General characteristics (after reconstruction)
- Type: Armored frigate
- Displacement: 3,057 long tons (3,106 t)
- Length: 214 ft 10 in (65.5 m) (p/p)
- Beam: 50 ft 10 in (15.5 m)
- Draft: 23 ft 3 in (7.1 m)
- Installed power: 1,150 ihp (860 kW)
- Propulsion: 1 shaft, 1 steam engine
- Sail plan: Barque-rigged
- Speed: 8 knots (15 km/h; 9.2 mph)
- Complement: 350
- Armament: 16 × 60-pounder guns
- Armor: Belt: 114 mm (4.5 in); Battery: 114 mm (4.5 in);

= HDMS Dannebrog =

19th-century Danish sailing ship

The Danish ironclad Dannebrog was an armored frigate of the Royal Danish Navy that was originally
built as an 80-gun ship-of-the-line by Andreas Schifter was launched in 1850 but was reconstructed into a steam-powered ironclad in the early 1860s. She had an uneventful career before the ship was stricken from the navy list in 1875. The ship was converted into an accommodation ship that same year and served until she became a target ship in 1896. Dannebrog was broken up in 1897.

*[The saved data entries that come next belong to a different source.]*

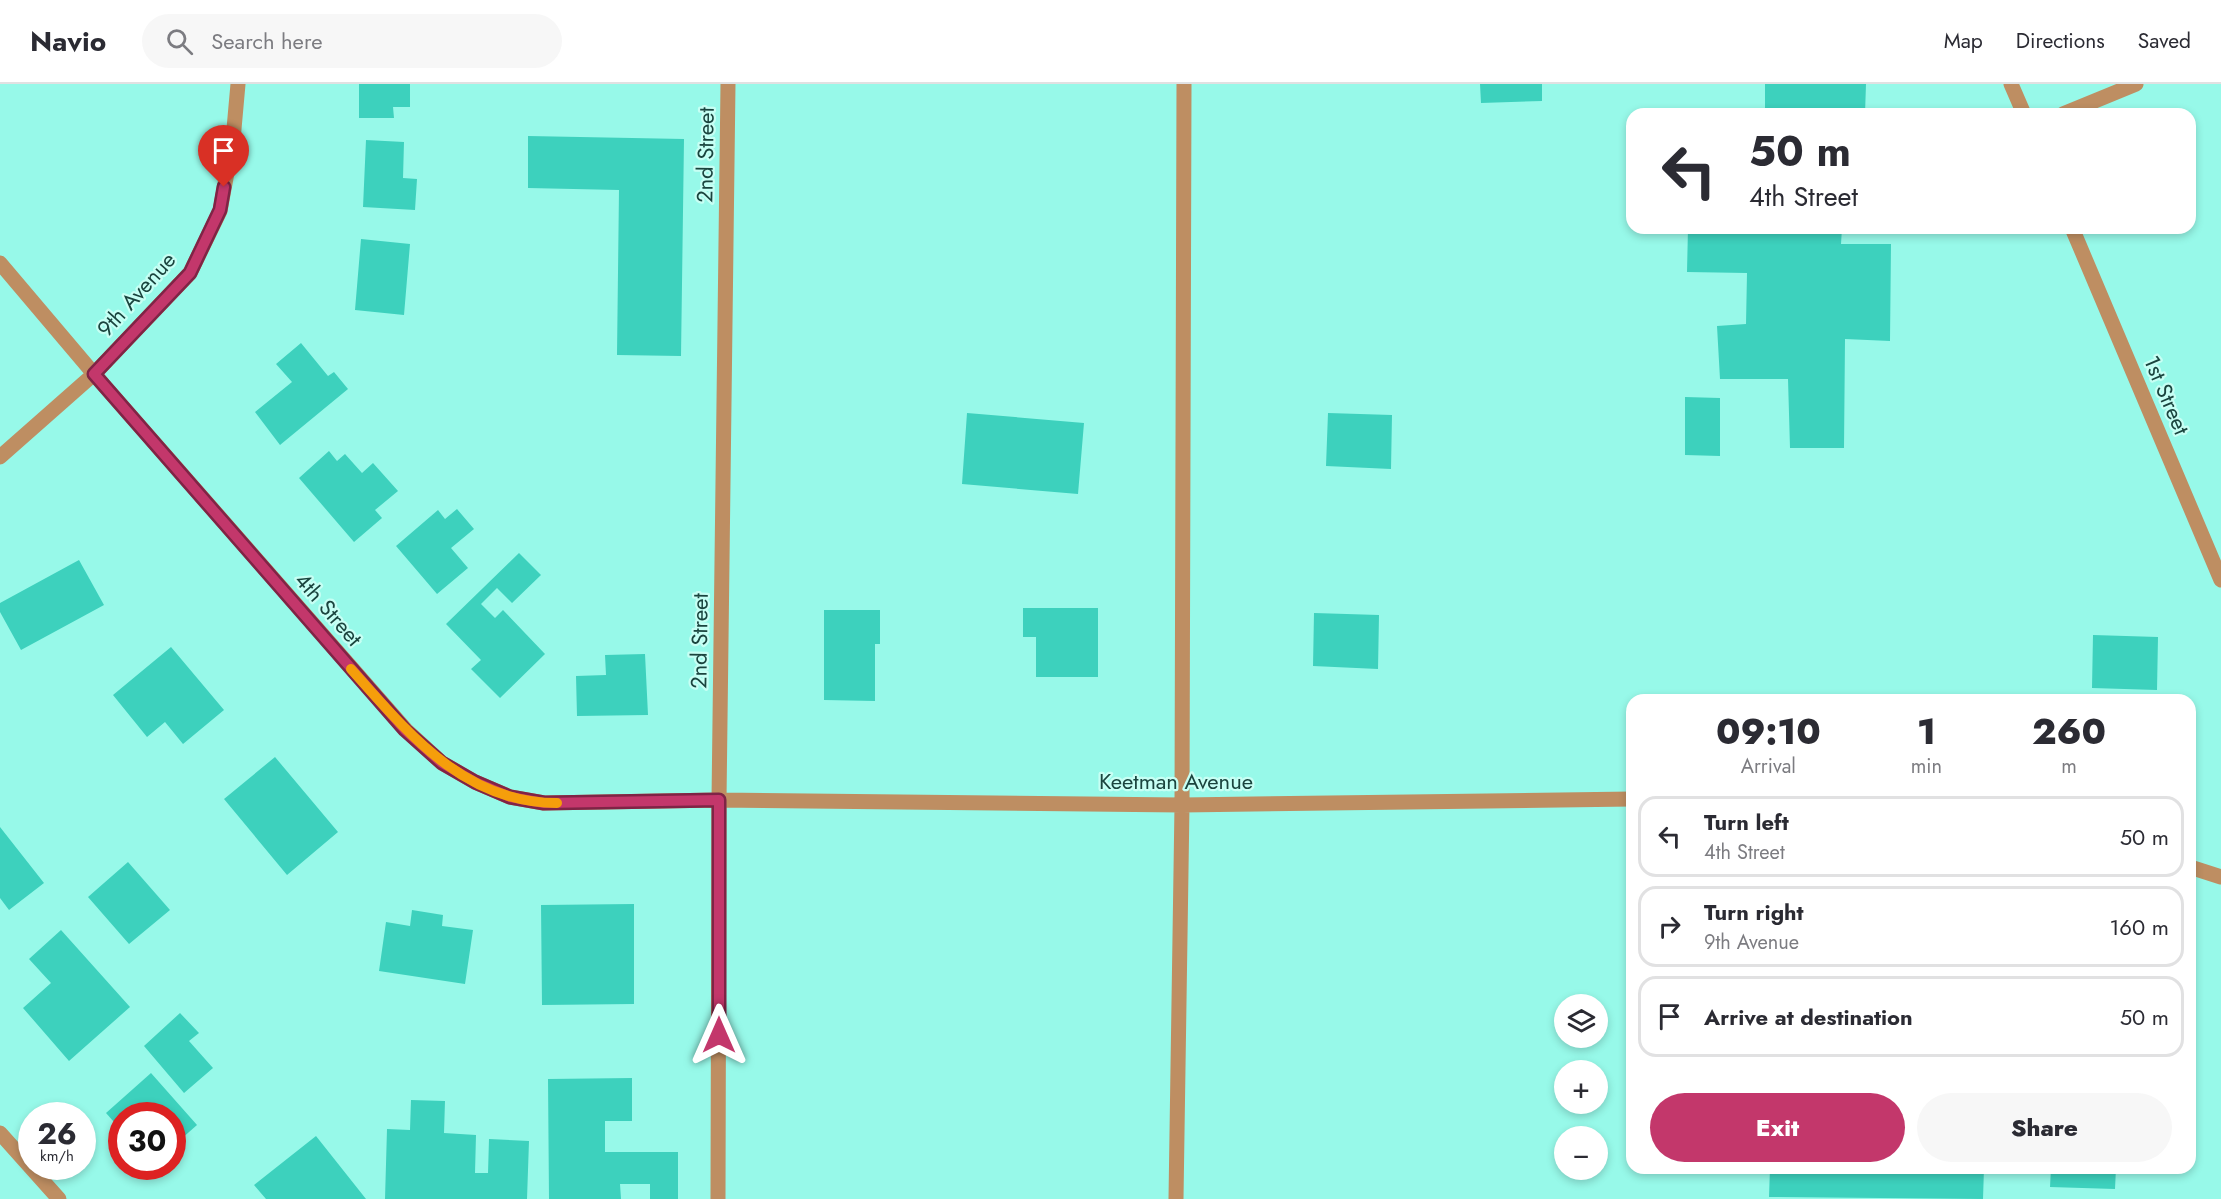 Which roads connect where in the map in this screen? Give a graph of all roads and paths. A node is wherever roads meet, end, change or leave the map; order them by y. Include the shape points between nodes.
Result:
1 (238, 84) edge
2 (728, 84) edge
3 (1184, 84) edge
4 (2011, 84) edge
5 (2136, 84) edge
6 (2021, 108) edge
7 (2078, 108) edge
8 (2075, 234) edge
9 (0, 263) edge
10 (94, 374) junction
11 (0, 457) edge
12 (2221, 580) edge
13 (1626, 799) edge
14 (719, 800) junction
15 (1182, 805) junction
16 (2196, 869) edge
17 (2221, 877) edge
18 (0, 1133) edge
19 (59, 1199) edge
20 (718, 1199) edge
21 (1176, 1199) edge

1 - 10 street, 9th Avenue via 220,210 190,273
2 - 14 street, 2nd Street
3 - 15 street
4 - 6 street
5 - 7 street
8 - 12 street, 1st Street
9 - 10 street, 4th Street
10 - 11 street, 9th Avenue
10 - 14 street, 4th Street via 405,730 442,763 510,797 544,803
13 - 15 street, Keetman Avenue
14 - 15 street, Keetman Avenue
14 - 20 street, 2nd Street
15 - 21 street
16 - 17 street
18 - 19 street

==Description after conversion==
Dannebrog was 214 ft 10 in long between perpendiculars, had a beam of 50 ft 10 in and a draft of 23 ft 3 in. The ship displaced 3057 LT. She had a single steam engine that drove her propeller. The engine, built by Baumgarten & Burmeister, produced a total of 1150 ihp which gave the ship a speed of 8 kn. For long-distance travel, Dannebrog retained her three masts and was barque rigged. Her crew numbered 350 officers and crewmen.

Sources disagree about the ship's armament; naval historians Paul Silverstone and Robert Gardiner say that she had sixteen 60-pounder guns, but Johnny E. Balsved shows her with a dozen 60-pounder, 88-cwt., guns, two 60-pounder, 150-cwt. guns, and three 18-pounder guns immediately after her conversion. All of these were rifled muzzle-loading (RML) guns. Balsved then shows that she was rearmed with six 60-pounder, 150-cwt. and eight 24-pounder guns, all RMLs, after 1865 while Silverstone gives her a later armament of six 8 in and ten 6 in RML guns. Dannebrog had a wrought-iron waterline armor belt 4.5 in thick and her battery was protected by armor plates of the same thickness.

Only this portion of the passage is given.